[Stored items]
┌──

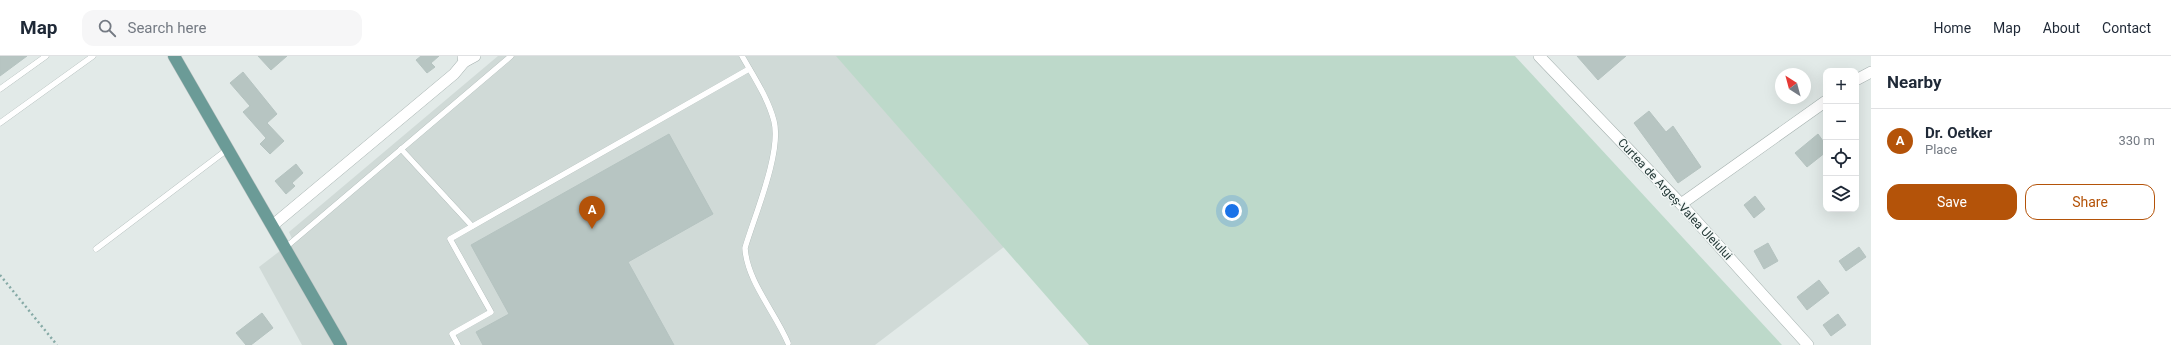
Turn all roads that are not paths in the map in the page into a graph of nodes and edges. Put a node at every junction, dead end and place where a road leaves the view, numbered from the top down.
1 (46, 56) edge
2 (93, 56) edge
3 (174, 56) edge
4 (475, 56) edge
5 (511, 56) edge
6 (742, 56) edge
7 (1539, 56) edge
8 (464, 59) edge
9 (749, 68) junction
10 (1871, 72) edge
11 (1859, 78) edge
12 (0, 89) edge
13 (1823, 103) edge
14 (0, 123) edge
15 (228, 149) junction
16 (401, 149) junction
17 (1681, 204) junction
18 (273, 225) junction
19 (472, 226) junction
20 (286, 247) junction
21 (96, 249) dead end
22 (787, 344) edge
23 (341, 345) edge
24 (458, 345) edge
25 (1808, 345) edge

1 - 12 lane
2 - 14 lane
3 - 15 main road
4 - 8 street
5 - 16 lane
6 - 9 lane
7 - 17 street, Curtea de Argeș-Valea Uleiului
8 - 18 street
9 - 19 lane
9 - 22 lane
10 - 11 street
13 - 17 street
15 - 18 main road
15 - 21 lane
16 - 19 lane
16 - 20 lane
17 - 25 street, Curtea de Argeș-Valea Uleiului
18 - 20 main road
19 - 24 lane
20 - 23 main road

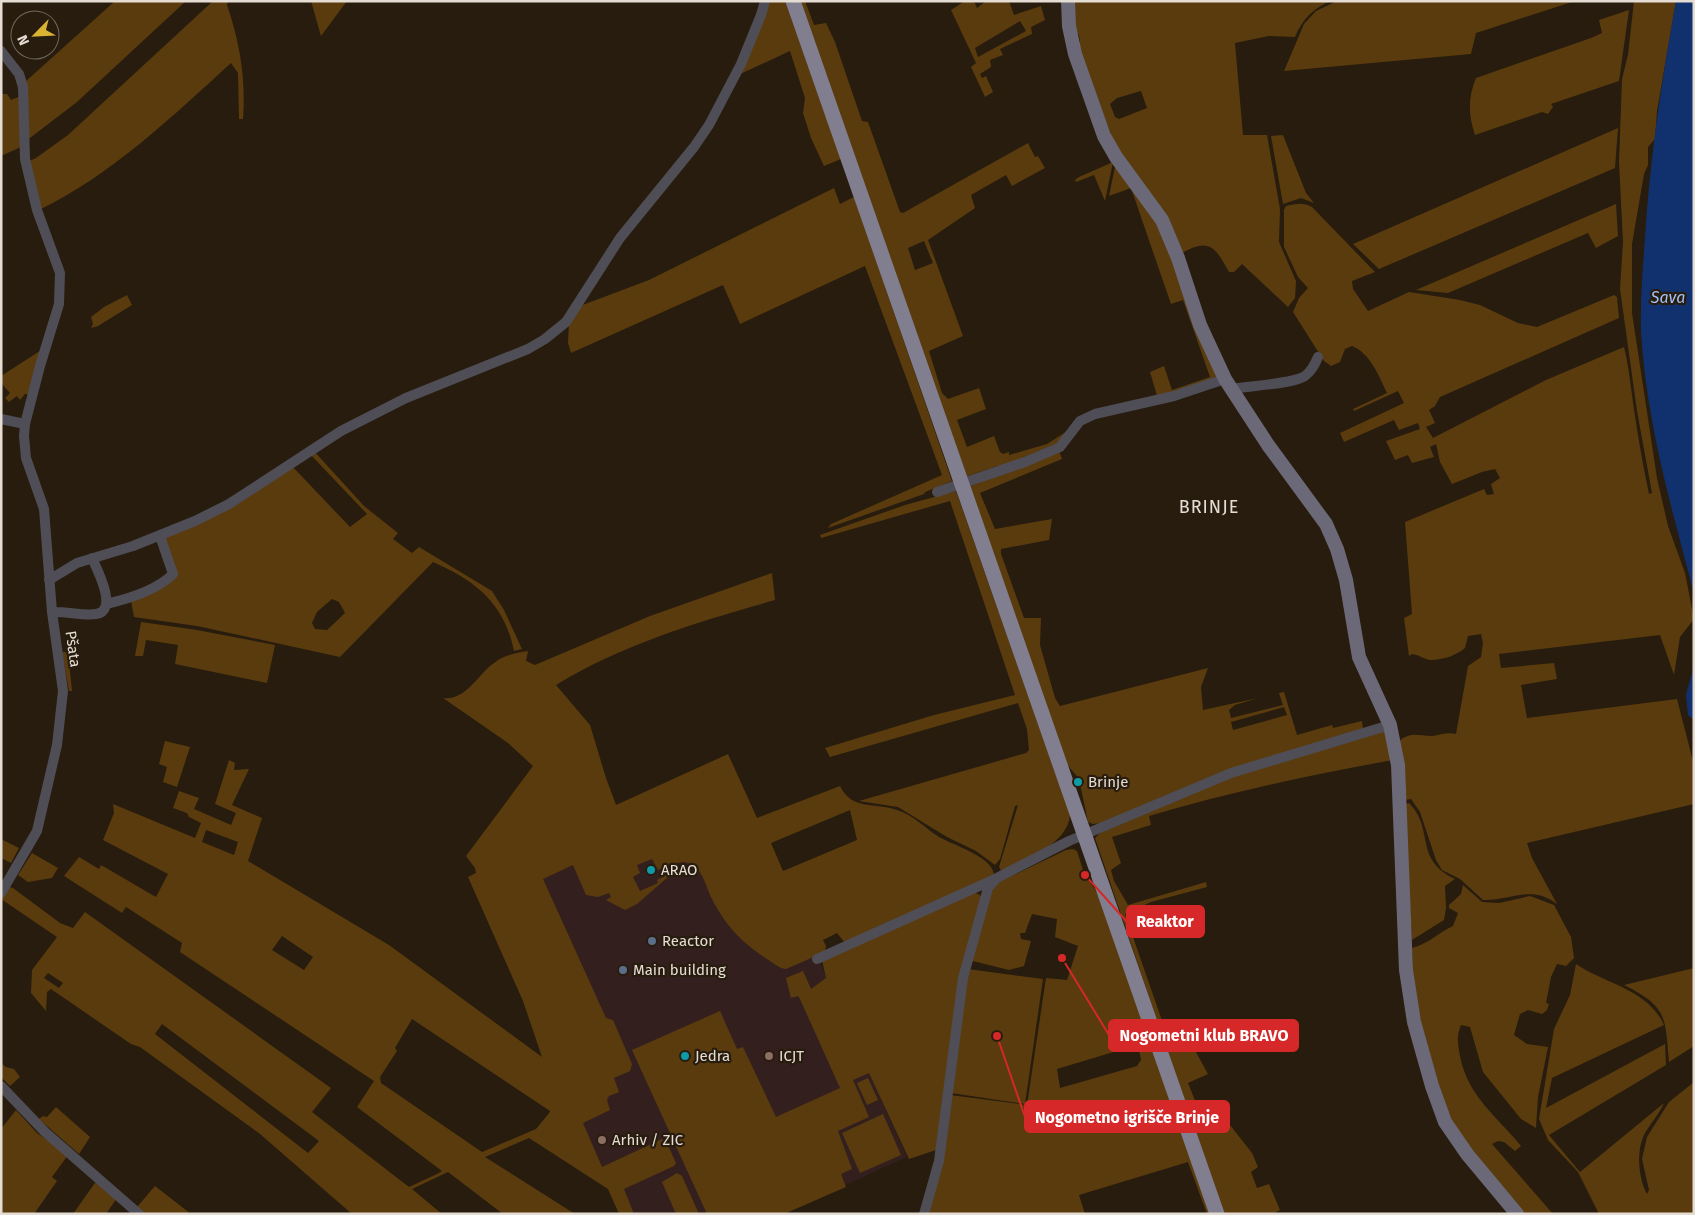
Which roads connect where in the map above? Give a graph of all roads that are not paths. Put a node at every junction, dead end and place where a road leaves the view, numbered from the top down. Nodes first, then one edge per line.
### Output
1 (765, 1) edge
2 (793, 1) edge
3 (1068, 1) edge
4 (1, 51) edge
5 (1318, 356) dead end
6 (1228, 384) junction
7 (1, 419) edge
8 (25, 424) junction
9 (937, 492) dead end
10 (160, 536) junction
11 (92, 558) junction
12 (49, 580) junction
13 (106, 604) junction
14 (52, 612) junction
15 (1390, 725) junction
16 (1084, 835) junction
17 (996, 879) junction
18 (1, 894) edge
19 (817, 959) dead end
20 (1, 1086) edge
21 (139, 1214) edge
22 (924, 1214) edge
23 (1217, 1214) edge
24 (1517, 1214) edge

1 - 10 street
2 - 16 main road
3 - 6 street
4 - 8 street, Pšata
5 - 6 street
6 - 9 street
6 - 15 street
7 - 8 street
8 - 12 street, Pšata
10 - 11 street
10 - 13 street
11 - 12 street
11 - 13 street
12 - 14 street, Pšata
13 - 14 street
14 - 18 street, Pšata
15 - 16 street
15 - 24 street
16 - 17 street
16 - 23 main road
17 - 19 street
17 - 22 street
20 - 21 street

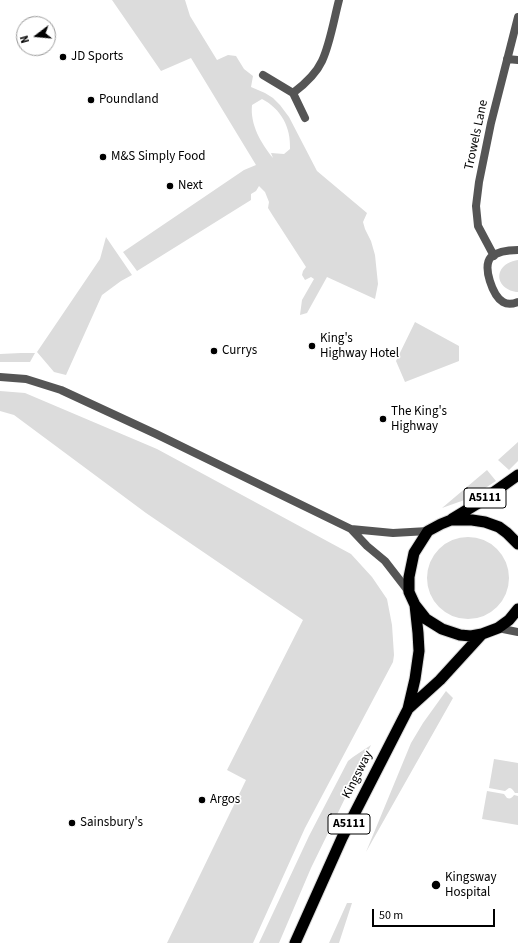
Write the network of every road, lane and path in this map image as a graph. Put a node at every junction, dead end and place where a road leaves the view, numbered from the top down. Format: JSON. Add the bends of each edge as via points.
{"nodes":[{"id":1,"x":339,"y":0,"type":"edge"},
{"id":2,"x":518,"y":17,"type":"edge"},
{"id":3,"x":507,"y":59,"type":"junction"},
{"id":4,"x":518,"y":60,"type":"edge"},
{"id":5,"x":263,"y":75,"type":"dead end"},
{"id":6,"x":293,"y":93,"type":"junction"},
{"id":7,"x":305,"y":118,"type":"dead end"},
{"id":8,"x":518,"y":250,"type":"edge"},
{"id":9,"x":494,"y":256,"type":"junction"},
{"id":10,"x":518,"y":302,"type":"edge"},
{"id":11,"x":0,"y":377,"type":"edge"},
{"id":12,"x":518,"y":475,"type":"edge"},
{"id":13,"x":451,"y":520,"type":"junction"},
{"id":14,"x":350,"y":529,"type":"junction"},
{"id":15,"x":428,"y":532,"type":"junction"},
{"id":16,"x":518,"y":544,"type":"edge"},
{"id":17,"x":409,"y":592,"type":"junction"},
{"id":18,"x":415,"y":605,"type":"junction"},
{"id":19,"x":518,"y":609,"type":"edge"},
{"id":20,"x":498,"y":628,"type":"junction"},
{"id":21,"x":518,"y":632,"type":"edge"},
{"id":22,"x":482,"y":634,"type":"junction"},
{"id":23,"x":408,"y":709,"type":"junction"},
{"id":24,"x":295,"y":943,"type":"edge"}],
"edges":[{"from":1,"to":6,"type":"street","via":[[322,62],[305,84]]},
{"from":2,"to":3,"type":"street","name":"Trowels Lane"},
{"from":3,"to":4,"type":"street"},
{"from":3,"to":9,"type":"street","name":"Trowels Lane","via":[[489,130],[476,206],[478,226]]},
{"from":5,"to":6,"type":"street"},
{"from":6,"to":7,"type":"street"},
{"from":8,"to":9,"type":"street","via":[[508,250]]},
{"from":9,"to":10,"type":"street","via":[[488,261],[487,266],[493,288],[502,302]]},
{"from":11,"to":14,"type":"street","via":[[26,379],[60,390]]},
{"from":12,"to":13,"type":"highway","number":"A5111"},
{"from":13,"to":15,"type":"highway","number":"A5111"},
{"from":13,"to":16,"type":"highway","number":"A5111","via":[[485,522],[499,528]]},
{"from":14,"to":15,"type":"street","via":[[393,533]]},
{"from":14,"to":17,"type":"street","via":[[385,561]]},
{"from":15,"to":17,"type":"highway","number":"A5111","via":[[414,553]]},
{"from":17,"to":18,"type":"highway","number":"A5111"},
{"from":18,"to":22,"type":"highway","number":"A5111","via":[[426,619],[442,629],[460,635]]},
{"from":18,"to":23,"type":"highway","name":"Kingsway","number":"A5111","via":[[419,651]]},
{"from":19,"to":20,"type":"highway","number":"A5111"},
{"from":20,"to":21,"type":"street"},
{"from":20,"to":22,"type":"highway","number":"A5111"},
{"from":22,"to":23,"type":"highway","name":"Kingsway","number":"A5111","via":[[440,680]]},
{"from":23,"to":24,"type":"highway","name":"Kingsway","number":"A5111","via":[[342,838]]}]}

└──

§ **Task prompt**: Every line that contains the string "Argeș" should be copied from the records.

§ **Answer space**:
7 - 17 street, Curtea de Argeș-Valea Uleiului
17 - 25 street, Curtea de Argeș-Valea Uleiului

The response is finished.